(Input data)

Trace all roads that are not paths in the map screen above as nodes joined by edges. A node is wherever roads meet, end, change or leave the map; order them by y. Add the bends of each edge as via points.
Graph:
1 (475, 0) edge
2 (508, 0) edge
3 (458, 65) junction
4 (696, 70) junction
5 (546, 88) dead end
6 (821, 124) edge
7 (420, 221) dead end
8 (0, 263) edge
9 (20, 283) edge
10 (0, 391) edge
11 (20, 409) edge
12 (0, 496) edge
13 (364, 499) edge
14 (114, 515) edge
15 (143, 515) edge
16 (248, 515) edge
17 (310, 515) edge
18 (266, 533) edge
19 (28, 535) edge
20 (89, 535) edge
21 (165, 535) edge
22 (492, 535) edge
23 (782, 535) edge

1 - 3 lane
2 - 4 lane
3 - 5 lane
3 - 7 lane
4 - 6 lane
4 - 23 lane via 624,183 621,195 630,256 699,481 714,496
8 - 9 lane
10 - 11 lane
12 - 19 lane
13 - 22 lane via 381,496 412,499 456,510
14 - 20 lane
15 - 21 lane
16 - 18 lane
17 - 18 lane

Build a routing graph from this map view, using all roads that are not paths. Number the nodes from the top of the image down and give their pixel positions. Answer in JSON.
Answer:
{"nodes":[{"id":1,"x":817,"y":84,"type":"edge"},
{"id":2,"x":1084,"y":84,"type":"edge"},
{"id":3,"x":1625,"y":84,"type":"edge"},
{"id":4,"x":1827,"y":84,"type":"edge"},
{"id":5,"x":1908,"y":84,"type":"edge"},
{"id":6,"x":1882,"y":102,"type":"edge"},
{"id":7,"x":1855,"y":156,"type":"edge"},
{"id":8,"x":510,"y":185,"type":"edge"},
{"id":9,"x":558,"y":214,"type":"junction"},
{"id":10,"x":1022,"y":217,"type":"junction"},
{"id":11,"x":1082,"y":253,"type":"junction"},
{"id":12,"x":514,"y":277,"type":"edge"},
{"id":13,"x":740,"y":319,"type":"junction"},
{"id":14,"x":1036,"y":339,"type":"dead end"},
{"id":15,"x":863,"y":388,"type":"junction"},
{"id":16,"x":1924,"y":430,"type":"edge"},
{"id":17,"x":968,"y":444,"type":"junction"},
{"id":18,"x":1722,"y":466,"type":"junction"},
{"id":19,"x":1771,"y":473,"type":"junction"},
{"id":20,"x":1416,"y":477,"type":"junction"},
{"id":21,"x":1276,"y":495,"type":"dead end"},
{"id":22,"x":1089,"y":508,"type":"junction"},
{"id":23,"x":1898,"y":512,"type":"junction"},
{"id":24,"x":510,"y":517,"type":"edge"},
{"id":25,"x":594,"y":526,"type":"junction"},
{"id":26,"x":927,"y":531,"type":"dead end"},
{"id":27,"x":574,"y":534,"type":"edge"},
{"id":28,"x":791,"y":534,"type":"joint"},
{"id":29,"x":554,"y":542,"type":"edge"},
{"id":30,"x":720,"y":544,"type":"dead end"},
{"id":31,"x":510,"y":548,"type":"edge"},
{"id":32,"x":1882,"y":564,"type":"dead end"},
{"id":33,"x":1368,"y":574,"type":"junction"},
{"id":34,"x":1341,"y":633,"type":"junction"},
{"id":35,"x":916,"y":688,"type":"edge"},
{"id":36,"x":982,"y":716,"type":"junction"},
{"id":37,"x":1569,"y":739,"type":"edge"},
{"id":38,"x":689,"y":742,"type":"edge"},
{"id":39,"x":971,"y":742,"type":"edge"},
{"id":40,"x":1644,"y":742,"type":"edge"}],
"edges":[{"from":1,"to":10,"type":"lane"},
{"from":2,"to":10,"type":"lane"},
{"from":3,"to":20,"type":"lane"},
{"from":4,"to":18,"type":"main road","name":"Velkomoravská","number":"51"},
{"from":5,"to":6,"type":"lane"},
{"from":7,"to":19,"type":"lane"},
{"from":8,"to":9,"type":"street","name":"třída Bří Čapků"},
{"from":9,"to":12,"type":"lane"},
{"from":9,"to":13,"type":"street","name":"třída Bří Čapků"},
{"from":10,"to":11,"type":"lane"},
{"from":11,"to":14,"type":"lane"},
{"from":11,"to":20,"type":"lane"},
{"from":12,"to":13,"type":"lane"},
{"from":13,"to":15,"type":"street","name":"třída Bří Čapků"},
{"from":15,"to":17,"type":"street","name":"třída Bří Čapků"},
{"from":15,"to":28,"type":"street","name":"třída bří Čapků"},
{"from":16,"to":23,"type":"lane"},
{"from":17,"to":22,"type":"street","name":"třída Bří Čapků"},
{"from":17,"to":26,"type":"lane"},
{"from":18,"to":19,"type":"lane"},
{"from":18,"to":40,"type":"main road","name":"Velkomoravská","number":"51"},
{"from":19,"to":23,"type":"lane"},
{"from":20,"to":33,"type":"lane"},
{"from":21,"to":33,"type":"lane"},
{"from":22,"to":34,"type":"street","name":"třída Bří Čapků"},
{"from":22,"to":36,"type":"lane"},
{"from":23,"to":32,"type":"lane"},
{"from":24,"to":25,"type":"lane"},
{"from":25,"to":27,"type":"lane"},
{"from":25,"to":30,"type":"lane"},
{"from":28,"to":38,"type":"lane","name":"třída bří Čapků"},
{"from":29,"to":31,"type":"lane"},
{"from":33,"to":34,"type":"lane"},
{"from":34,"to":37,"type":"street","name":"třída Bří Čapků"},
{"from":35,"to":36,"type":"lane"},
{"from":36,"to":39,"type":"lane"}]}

(End Input data)

# Directions
Note every line above where the string "that" shows up, and copy those lines.

# Response
Trace all roads that are not paths in the map screen above as nodes joined by edges. A node is wherever roads meet, end, change or leave the map; order them by y. Add the bends of each edge as via points.
Build a routing graph from this map view, using all roads that are not paths. Number the nodes from the top of the image down and give their pixel positions. Answer in JSON.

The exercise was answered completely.